Poco coraggio e fiscal drag. La riforma fiscale colpisce il ceto medio. Soluzioni possibili
I lavoratori dipendenti, pensionati e i lavoratori autonomi (quelli con fatturato superiore a 85.000 euro) sono sottoposti al sistema progressivo dell’Irpef. Aumentare gli stipendi per adeguarli all'inflazione senza cambiare questo li con
Negli anni dal 2020 al 2023 abbiamo sperimentato qualcosa che non si vedeva da tempo: alti tassi di inflazione, ovvero alte variazioni percentuali dei prezzi. Dal gennaio 2019 a ottobre 2024 la variazione dei prezzi in Italia è stata del 22%. L’adeguamento non è stato automatico nel caso degli stipendi dei lavoratori dipendenti, poiché questi dipendono dai rinnovi contrattuali che in Italia hanno cadenza triennale, che spesso con i ritardi diventa quadriennale. Pur in caso l’inflazione si fosse recuperata con il rinnovo del contratto, esiste per il lavoratore dipendente un ulteriore aggravio dovuto all’inflazione, causato dal sistema fiscale. I lavoratori dipendenti, pensionati e i lavoratori autonomi (quelli con fatturato superiore a 85.000 euro) sono sottoposti al sistema progressivo dell’Irpef. Ciò implica che la quota di reddito da pagare all’erario aumenta all’aumentare del reddito: un dipendente single che guadagna, al netto dei contributi, 40.000 euro, con il sistema di imposta previsto nella manovra di bilancio, paga il 24,3% del proprio reddito, chi guadagna 50.000 paga il 28% del proprio reddito. Quindi nel caso in cui via sia un aumento del reddito, cosiddetto nominale, ovvero necessario a recuperare il potere di acquisto che si aveva prima dell’inflazione, la quota da pagare all’erario aumenterebbe.
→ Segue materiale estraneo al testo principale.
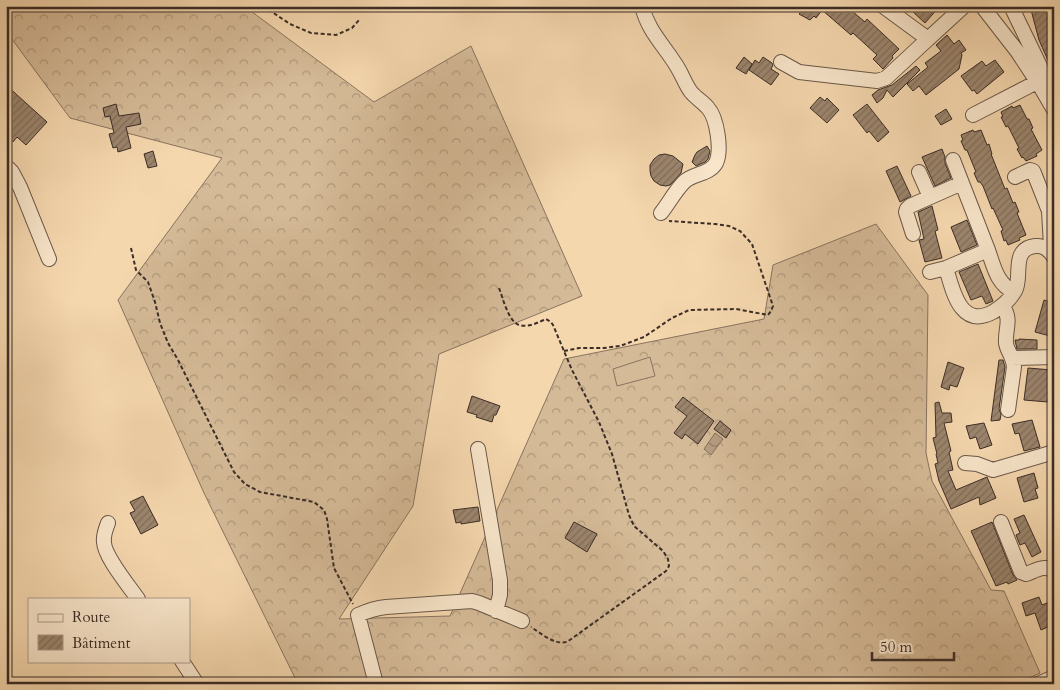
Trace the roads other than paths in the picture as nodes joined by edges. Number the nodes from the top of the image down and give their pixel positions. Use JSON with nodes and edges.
{"nodes":[{"id":1,"x":642,"y":6,"type":"edge"},
{"id":2,"x":883,"y":6,"type":"edge"},
{"id":3,"x":964,"y":6,"type":"edge"},
{"id":4,"x":982,"y":6,"type":"edge"},
{"id":5,"x":1011,"y":6,"type":"edge"},
{"id":6,"x":928,"y":39,"type":"junction"},
{"id":7,"x":782,"y":62,"type":"dead end"},
{"id":8,"x":1038,"y":82,"type":"junction"},
{"id":9,"x":1054,"y":93,"type":"edge"},
{"id":10,"x":1054,"y":110,"type":"edge"},
{"id":11,"x":973,"y":115,"type":"dead end"},
{"id":12,"x":953,"y":160,"type":"dead end"},
{"id":13,"x":6,"y":166,"type":"edge"},
{"id":14,"x":919,"y":172,"type":"dead end"},
{"id":15,"x":1015,"y":177,"type":"dead end"},
{"id":16,"x":962,"y":182,"type":"junction"},
{"id":17,"x":930,"y":197,"type":"junction"},
{"id":18,"x":661,"y":213,"type":"road end"},
{"id":19,"x":913,"y":234,"type":"dead end"},
{"id":20,"x":988,"y":250,"type":"junction"},
{"id":21,"x":1051,"y":253,"type":"edge"},
{"id":22,"x":49,"y":258,"type":"dead end"},
{"id":23,"x":946,"y":268,"type":"junction"},
{"id":24,"x":930,"y":272,"type":"dead end"},
{"id":25,"x":1014,"y":292,"type":"junction"},
{"id":26,"x":1003,"y":306,"type":"junction"},
{"id":27,"x":1054,"y":357,"type":"edge"},
{"id":28,"x":1012,"y":358,"type":"junction"},
{"id":29,"x":1008,"y":410,"type":"dead end"},
{"id":30,"x":478,"y":449,"type":"dead end"},
{"id":31,"x":1054,"y":452,"type":"edge"},
{"id":32,"x":965,"y":463,"type":"dead end"},
{"id":33,"x":1001,"y":522,"type":"dead end"},
{"id":34,"x":108,"y":523,"type":"dead end"},
{"id":35,"x":1054,"y":571,"type":"edge"},
{"id":36,"x":137,"y":598,"type":"edge"},
{"id":37,"x":496,"y":610,"type":"junction"},
{"id":38,"x":522,"y":621,"type":"road end"},
{"id":39,"x":183,"y":662,"type":"edge"},
{"id":40,"x":1054,"y":676,"type":"edge"},
{"id":41,"x":197,"y":684,"type":"edge"},
{"id":42,"x":376,"y":684,"type":"edge"},
{"id":43,"x":1038,"y":684,"type":"edge"}],
"edges":[{"from":1,"to":18,"type":"street"},
{"from":2,"to":6,"type":"street"},
{"from":3,"to":6,"type":"street"},
{"from":4,"to":8,"type":"street"},
{"from":5,"to":9,"type":"street"},
{"from":6,"to":7,"type":"street"},
{"from":8,"to":10,"type":"street"},
{"from":8,"to":11,"type":"street"},
{"from":12,"to":16,"type":"street"},
{"from":13,"to":22,"type":"street"},
{"from":14,"to":17,"type":"street"},
{"from":15,"to":21,"type":"street"},
{"from":16,"to":17,"type":"street"},
{"from":16,"to":20,"type":"street"},
{"from":17,"to":19,"type":"street"},
{"from":20,"to":23,"type":"street"},
{"from":20,"to":25,"type":"street"},
{"from":21,"to":25,"type":"street"},
{"from":23,"to":24,"type":"street"},
{"from":23,"to":26,"type":"street"},
{"from":25,"to":26,"type":"street"},
{"from":26,"to":28,"type":"street"},
{"from":27,"to":28,"type":"street"},
{"from":28,"to":29,"type":"street"},
{"from":30,"to":37,"type":"street"},
{"from":31,"to":32,"type":"street"},
{"from":33,"to":35,"type":"street"},
{"from":34,"to":36,"type":"street"},
{"from":37,"to":38,"type":"street"},
{"from":37,"to":42,"type":"street"},
{"from":39,"to":41,"type":"street"},
{"from":40,"to":43,"type":"street"}]}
Ad esempio, nel caso di un lavoratore dipendente single che guadagna 40mila euro e che in base al rinnovo del contratto ha avuto un aumento dello stipendio del 6% (non recuperando neanche tutta l’inflazione), pagherebbe un’imposta maggiore di quasi l’11% rispetto all’imposta che pagava prima del rinnovo del contratto. Questo problema non sussiste per chi è sottoposto a un sistema di imposta di tipo proporzionale come è il caso dei lavoratori autonomi, che sono sotto regime forfettario, a cui si applica il 15% per ogni livello del reddito. Nel caso di un professionista autonomo come, ad esempio, un avvocato con fatturato (al netto dei contributi) di 55.300 euro che quindi ha un reddito forfettario di 40mila euro, se il suo reddito aumenta del 6%, anche l’imposta che paga cresce del 6%. Nel caso precedente l’imposta cresceva quasi del 11%.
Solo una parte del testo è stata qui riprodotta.